# Have to rehome almost 10 month old



## sschwaben (Aug 20, 2013)

Our worst nightmare has happened. We had to move because of my girlfriends job and are now in Phoenix AZ and cannot find a place we can afford that will accept  a GSD. Ambros is was born on May 2nd 2013 and we have had him since he was 9 weeks old. I hate doing this we love him so much but unless we can find somewhere that we can keep him we will all be homeless. Any advice or anyone in Arizona that might be able to take him I'm here for questions.


----------



## JakodaCD OA (May 14, 2000)

are you on FB? there are many german shepherd groups that might be able to help you out. Or maybe help you find a rental in AZ.

Hope you can find a place so you can keep him


----------



## MissLilyBean (Dec 22, 2012)

This was written for pit bulls, but it has some good pointers: Renting with Your Dog | BAD RAP


----------



## sschwaben (Aug 20, 2013)

I Am but I don't know anybody down here at all. Let alone anyone who can take him. And my fear is someone will take him and he won't be treated right.


----------



## Tratkins (Feb 15, 2014)

I live in Chandler, AZ (a southeast suburb of Phoenix).
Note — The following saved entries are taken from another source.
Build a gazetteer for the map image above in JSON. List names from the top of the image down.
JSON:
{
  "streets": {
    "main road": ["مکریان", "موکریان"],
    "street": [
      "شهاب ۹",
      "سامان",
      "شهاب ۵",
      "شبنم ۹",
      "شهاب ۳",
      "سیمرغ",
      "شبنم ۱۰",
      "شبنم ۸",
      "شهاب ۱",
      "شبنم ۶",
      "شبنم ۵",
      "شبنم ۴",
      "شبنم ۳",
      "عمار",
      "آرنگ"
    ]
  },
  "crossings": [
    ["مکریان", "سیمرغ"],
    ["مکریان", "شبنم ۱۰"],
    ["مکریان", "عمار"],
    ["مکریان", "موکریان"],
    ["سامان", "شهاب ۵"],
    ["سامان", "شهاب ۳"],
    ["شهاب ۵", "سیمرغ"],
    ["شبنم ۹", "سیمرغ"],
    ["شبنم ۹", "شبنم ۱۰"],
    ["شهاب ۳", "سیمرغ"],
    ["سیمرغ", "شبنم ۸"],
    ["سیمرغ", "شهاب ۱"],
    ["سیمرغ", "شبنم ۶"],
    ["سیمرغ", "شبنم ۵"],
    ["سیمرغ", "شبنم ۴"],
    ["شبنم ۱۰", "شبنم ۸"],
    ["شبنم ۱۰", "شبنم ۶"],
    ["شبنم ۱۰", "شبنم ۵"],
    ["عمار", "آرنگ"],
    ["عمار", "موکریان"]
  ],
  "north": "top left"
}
We just moved here last summer and are renting a house in the area and didn't have any problems with a cat and dog, but it did take some searching. We were relocated for my husband's job and went through a realtor provided by his company. We didn't want to buy yet until we knew the area better. Try looking on trulia.com and/or zillow.com for homes to rent that allow dogs. I really hope you find a place for your pup! We just got our first GSD who is now 11 weeks so we can't take on another right now but I can certainly ask around for you or help in anyway I can. We are working with a great trainer in the area and I can ask him if knows anyone looking for a good GSD, but I really hope it works out for you to keep him. Welcome to Arizona! You will love it here! We used to live in Ohio ourselves (Wooster) and are so glad to be out of the snow! What part of Phoenix are you in?


----------



## sschwaben (Aug 20, 2013)

We can't afford to rent a house. She has her job but I no longer have mine so our income is low right now. We are in Phoenix by Glendale at the moment. We are actually staying in a hotel that allows dogs.


----------



## Tratkins (Feb 15, 2014)

spoke to some people about your situation and I know someone that might be interested in taking him, but have some questions. Has Ambros been socialized to kids, other dogs, etc? Will you send me a pm with your contact info?


----------



## Brando & Julietta's Dad (Dec 14, 2013)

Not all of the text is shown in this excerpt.